Information supplied

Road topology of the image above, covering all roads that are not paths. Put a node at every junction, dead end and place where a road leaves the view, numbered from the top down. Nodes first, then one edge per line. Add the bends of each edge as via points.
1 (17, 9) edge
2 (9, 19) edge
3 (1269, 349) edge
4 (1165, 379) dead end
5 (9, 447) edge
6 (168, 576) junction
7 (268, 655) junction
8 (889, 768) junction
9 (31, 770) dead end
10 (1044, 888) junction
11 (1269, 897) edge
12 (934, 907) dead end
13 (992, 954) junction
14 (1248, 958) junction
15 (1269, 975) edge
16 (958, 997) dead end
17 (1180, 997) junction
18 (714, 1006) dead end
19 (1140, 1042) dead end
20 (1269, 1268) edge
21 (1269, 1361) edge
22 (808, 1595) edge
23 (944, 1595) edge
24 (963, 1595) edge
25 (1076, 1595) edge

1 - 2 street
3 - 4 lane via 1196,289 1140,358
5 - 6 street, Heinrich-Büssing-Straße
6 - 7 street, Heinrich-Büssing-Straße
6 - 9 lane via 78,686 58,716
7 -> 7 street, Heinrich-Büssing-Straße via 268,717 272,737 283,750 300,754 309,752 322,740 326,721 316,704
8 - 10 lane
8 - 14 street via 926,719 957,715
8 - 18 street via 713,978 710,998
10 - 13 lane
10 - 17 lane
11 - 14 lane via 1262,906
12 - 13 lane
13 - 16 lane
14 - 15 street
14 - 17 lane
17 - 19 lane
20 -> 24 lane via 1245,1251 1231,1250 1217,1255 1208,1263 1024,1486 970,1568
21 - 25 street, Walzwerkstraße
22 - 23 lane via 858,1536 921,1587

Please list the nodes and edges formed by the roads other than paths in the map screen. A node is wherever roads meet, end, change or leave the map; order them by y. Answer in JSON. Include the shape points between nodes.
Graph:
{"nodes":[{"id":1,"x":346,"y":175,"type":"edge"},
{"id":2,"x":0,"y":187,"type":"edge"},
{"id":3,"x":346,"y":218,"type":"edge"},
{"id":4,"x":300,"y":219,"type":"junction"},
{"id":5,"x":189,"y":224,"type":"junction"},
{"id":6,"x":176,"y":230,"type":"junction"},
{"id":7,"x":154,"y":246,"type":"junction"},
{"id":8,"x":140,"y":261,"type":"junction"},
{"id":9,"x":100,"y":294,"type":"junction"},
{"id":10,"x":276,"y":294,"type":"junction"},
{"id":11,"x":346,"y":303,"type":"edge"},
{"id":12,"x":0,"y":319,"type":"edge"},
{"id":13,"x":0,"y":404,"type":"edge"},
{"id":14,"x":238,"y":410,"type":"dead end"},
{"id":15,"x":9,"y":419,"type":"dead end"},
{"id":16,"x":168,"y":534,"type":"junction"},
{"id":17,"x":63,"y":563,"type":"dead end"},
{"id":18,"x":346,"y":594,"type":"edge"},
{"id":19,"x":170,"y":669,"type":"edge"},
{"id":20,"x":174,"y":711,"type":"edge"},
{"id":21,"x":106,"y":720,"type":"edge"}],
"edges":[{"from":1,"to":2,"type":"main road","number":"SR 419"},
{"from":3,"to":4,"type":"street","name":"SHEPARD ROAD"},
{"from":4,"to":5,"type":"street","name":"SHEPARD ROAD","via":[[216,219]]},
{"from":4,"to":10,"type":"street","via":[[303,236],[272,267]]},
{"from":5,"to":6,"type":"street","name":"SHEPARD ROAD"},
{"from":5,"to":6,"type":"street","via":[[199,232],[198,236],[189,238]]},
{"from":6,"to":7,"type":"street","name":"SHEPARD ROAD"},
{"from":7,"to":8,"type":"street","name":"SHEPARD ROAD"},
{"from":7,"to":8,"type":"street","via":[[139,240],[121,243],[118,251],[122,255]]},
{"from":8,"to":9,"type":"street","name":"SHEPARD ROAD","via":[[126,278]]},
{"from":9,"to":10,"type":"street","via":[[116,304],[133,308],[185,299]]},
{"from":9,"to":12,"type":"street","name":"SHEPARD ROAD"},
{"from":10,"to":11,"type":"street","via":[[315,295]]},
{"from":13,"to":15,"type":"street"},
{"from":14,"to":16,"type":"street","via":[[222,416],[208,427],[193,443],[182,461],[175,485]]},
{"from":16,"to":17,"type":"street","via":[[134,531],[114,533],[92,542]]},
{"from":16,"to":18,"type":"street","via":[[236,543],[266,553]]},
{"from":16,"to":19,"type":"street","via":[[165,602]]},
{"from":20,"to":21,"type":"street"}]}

Instructions to follow
Your task is to restate the material above word for word.

Answer for the task
Road topology of the image above, covering all roads that are not paths. Put a node at every junction, dead end and place where a road leaves the view, numbered from the top down. Nodes first, then one edge per line. Add the bends of each edge as via points.
1 (17, 9) edge
2 (9, 19) edge
3 (1269, 349) edge
4 (1165, 379) dead end
5 (9, 447) edge
6 (168, 576) junction
7 (268, 655) junction
8 (889, 768) junction
9 (31, 770) dead end
10 (1044, 888) junction
11 (1269, 897) edge
12 (934, 907) dead end
13 (992, 954) junction
14 (1248, 958) junction
15 (1269, 975) edge
16 (958, 997) dead end
17 (1180, 997) junction
18 (714, 1006) dead end
19 (1140, 1042) dead end
20 (1269, 1268) edge
21 (1269, 1361) edge
22 (808, 1595) edge
23 (944, 1595) edge
24 (963, 1595) edge
25 (1076, 1595) edge

1 - 2 street
3 - 4 lane via 1196,289 1140,358
5 - 6 street, Heinrich-Büssing-Straße
6 - 7 street, Heinrich-Büssing-Straße
6 - 9 lane via 78,686 58,716
7 -> 7 street, Heinrich-Büssing-Straße via 268,717 272,737 283,750 300,754 309,752 322,740 326,721 316,704
8 - 10 lane
8 - 14 street via 926,719 957,715
8 - 18 street via 713,978 710,998
10 - 13 lane
10 - 17 lane
11 - 14 lane via 1262,906
12 - 13 lane
13 - 16 lane
14 - 15 street
14 - 17 lane
17 - 19 lane
20 -> 24 lane via 1245,1251 1231,1250 1217,1255 1208,1263 1024,1486 970,1568
21 - 25 street, Walzwerkstraße
22 - 23 lane via 858,1536 921,1587

Please list the nodes and edges formed by the roads other than paths in the map screen. A node is wherever roads meet, end, change or leave the map; order them by y. Answer in JSON. Include the shape points between nodes.
Graph:
{"nodes":[{"id":1,"x":346,"y":175,"type":"edge"},
{"id":2,"x":0,"y":187,"type":"edge"},
{"id":3,"x":346,"y":218,"type":"edge"},
{"id":4,"x":300,"y":219,"type":"junction"},
{"id":5,"x":189,"y":224,"type":"junction"},
{"id":6,"x":176,"y":230,"type":"junction"},
{"id":7,"x":154,"y":246,"type":"junction"},
{"id":8,"x":140,"y":261,"type":"junction"},
{"id":9,"x":100,"y":294,"type":"junction"},
{"id":10,"x":276,"y":294,"type":"junction"},
{"id":11,"x":346,"y":303,"type":"edge"},
{"id":12,"x":0,"y":319,"type":"edge"},
{"id":13,"x":0,"y":404,"type":"edge"},
{"id":14,"x":238,"y":410,"type":"dead end"},
{"id":15,"x":9,"y":419,"type":"dead end"},
{"id":16,"x":168,"y":534,"type":"junction"},
{"id":17,"x":63,"y":563,"type":"dead end"},
{"id":18,"x":346,"y":594,"type":"edge"},
{"id":19,"x":170,"y":669,"type":"edge"},
{"id":20,"x":174,"y":711,"type":"edge"},
{"id":21,"x":106,"y":720,"type":"edge"}],
"edges":[{"from":1,"to":2,"type":"main road","number":"SR 419"},
{"from":3,"to":4,"type":"street","name":"SHEPARD ROAD"},
{"from":4,"to":5,"type":"street","name":"SHEPARD ROAD","via":[[216,219]]},
{"from":4,"to":10,"type":"street","via":[[303,236],[272,267]]},
{"from":5,"to":6,"type":"street","name":"SHEPARD ROAD"},
{"from":5,"to":6,"type":"street","via":[[199,232],[198,236],[189,238]]},
{"from":6,"to":7,"type":"street","name":"SHEPARD ROAD"},
{"from":7,"to":8,"type":"street","name":"SHEPARD ROAD"},
{"from":7,"to":8,"type":"street","via":[[139,240],[121,243],[118,251],[122,255]]},
{"from":8,"to":9,"type":"street","name":"SHEPARD ROAD","via":[[126,278]]},
{"from":9,"to":10,"type":"street","via":[[116,304],[133,308],[185,299]]},
{"from":9,"to":12,"type":"street","name":"SHEPARD ROAD"},
{"from":10,"to":11,"type":"street","via":[[315,295]]},
{"from":13,"to":15,"type":"street"},
{"from":14,"to":16,"type":"street","via":[[222,416],[208,427],[193,443],[182,461],[175,485]]},
{"from":16,"to":17,"type":"street","via":[[134,531],[114,533],[92,542]]},
{"from":16,"to":18,"type":"street","via":[[236,543],[266,553]]},
{"from":16,"to":19,"type":"street","via":[[165,602]]},
{"from":20,"to":21,"type":"street"}]}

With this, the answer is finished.